But the sensation in this album is the photos of twenty kites, unknown or barely noticed until last year. Of the pictured kites, only two have been reconstructed by kite enthusiasts. The photos originated during the last two years before World War I. They show these kites in black and white (and heavily darkened) in flight, isolated from any other objects from which the size of these kites might be estimated.
In these kites, Richard Steiff varies the form of the Eddy kite (with which he must have been familiar). He changes the form of its sails in three designs, but leaves their proportions unchanged. For other kites in the photos, he plays with the basic form of the square and separates it, like with his Roloplan, into two to four partial planes. And finally Richard Steiff takes the hexagon and varies it with differently formed partial sails in yellow/red or red/blue (minimal differences in the brightness of the sails show that two different paints were used). We can see in these form variations how Richard Steiff, who had trained as a draftsman, sketching playfully, further developed each of three basic forms and thus found way surprising new sail panels for flat kites. Deviations from these geometrically accentuated forms yield a stork, a butterfly, and a bird shape.
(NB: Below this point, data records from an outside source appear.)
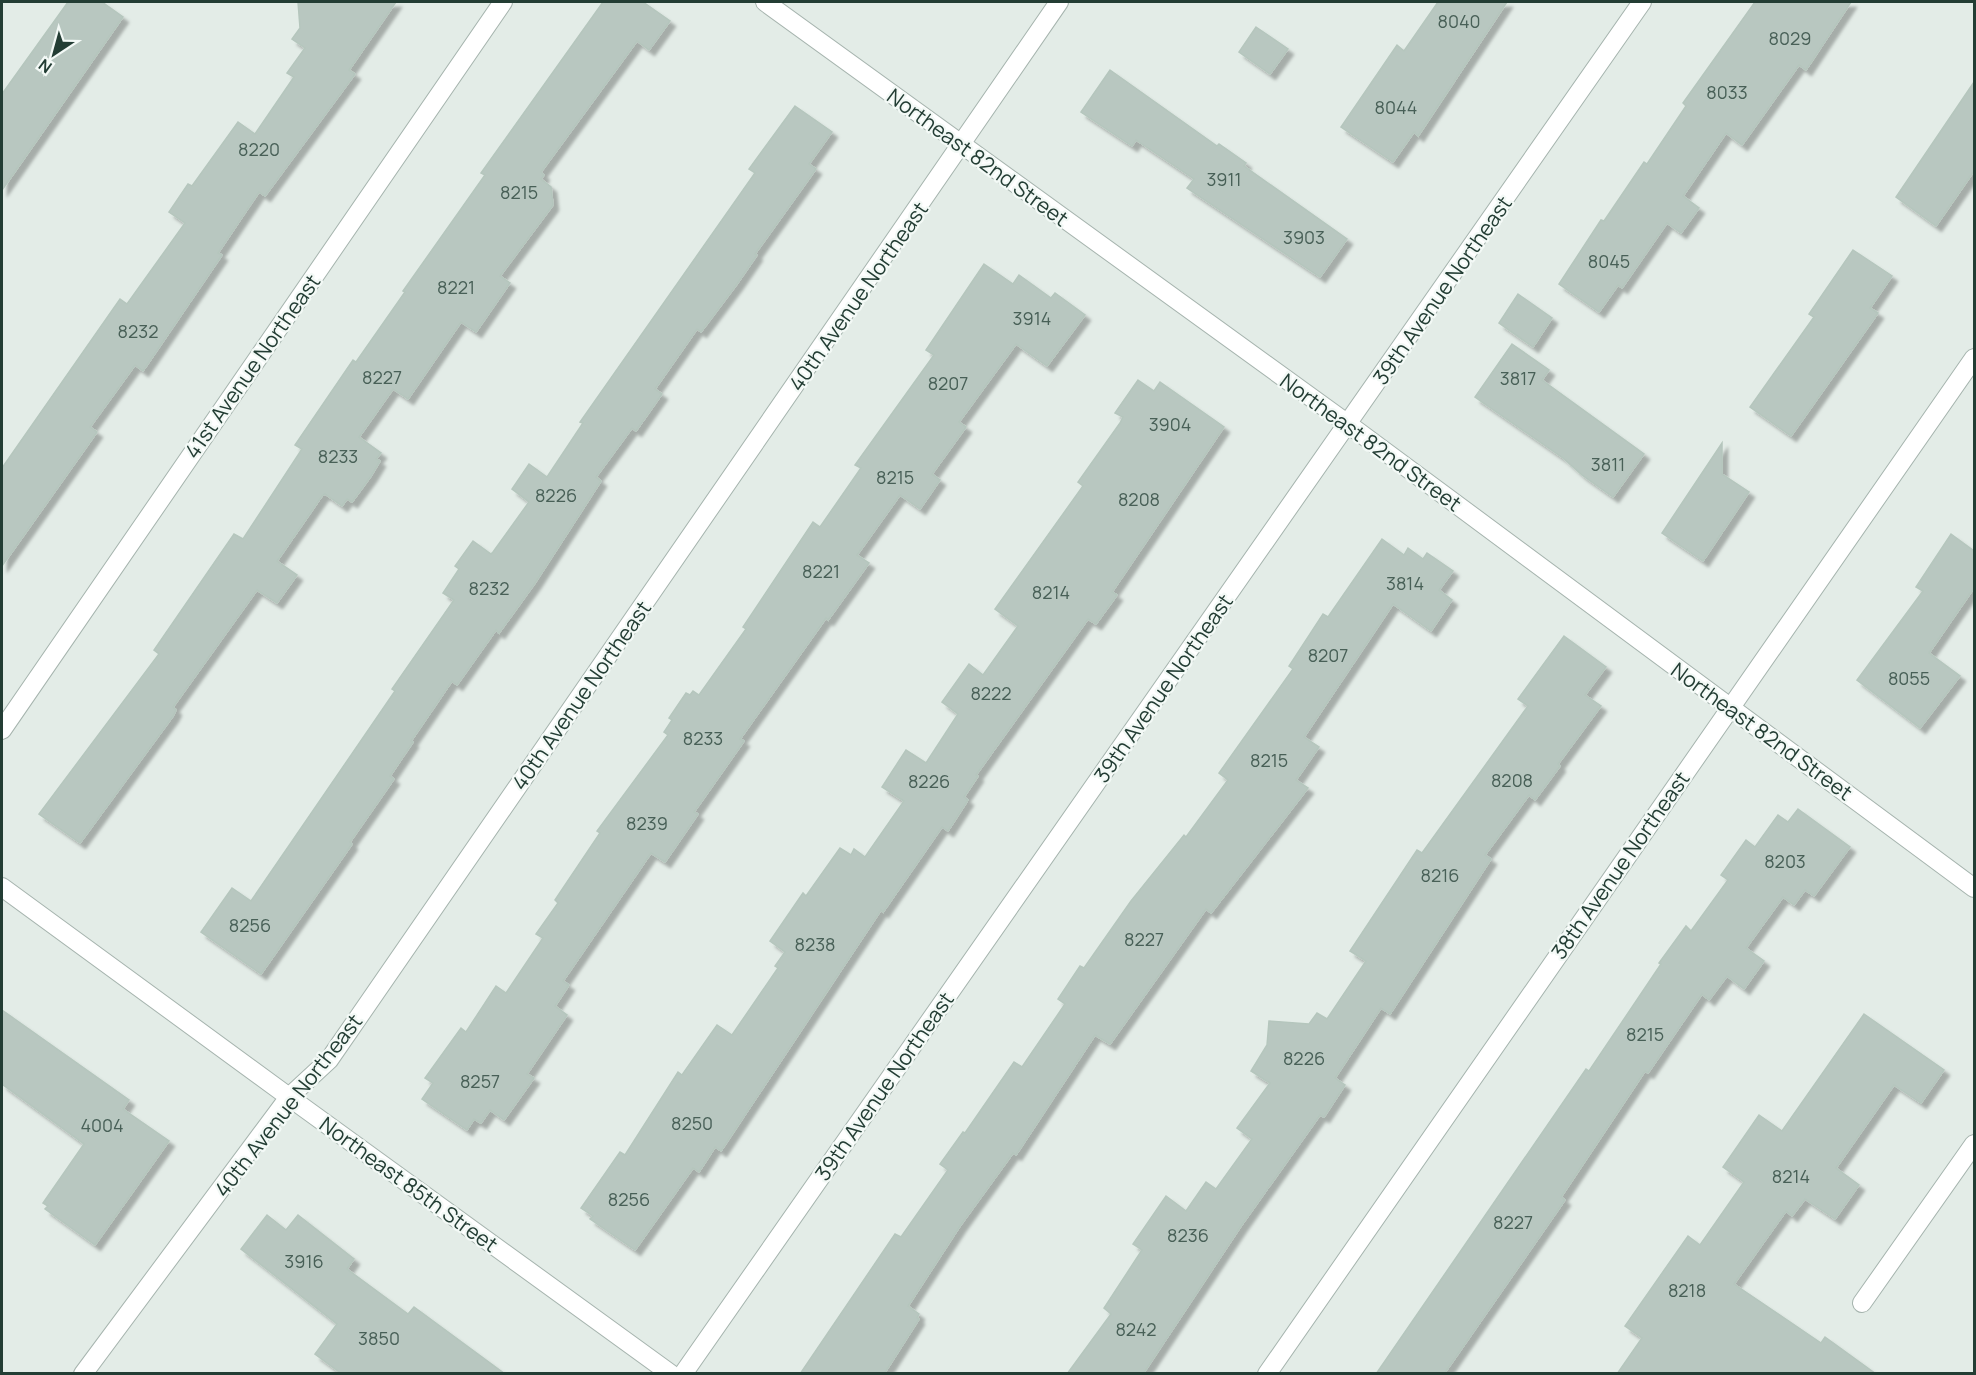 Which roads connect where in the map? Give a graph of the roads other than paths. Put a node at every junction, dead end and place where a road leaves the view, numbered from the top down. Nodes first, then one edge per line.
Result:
1 (503, 2) edge
2 (765, 2) edge
3 (1059, 2) edge
4 (1642, 2) edge
5 (962, 145) junction
6 (1974, 358) edge
7 (1348, 424) junction
8 (1730, 707) junction
9 (2, 730) edge
10 (2, 887) edge
11 (1974, 888) edge
12 (289, 1097) junction
13 (1974, 1144) edge
14 (1862, 1303) dead end
15 (83, 1374) edge
16 (671, 1374) edge
17 (683, 1374) edge
18 (1267, 1374) edge

1 - 9 street, 41st Avenue Northeast
2 - 5 street, Northeast 82nd Street
3 - 5 street, 40th Avenue Northeast
4 - 7 street, 39th Avenue Northeast
5 - 7 street, Northeast 82nd Street
5 - 12 street, 40th Avenue Northeast
6 - 8 street, 38th Avenue Northeast
7 - 8 street, Northeast 82nd Street
7 - 17 street, 39th Avenue Northeast
8 - 11 street, Northeast 82nd Street
8 - 18 street, 38th Avenue Northeast
10 - 12 street, Northeast 85th Street
12 - 15 street, 40th Avenue Northeast
12 - 16 street, Northeast 85th Street
13 - 14 street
He certainly would have sketched yet other forms among these creative drawing exercises. Perhaps still more kites had been built after these designs and were tested by the co-workers in his firm. Presumably Richard Steiff photographed only the truly flight worthy models.
Because the Roloplans reveal unmistakable characteristics, and because it can be assumed that Richard Steiff also employed for these test kites the same characteristics (for which there is proof in a very few photos), I thought, almost 100 years after the flights documented by the photos, I would reconstruct the kites and present them to interested kite enthusiasts.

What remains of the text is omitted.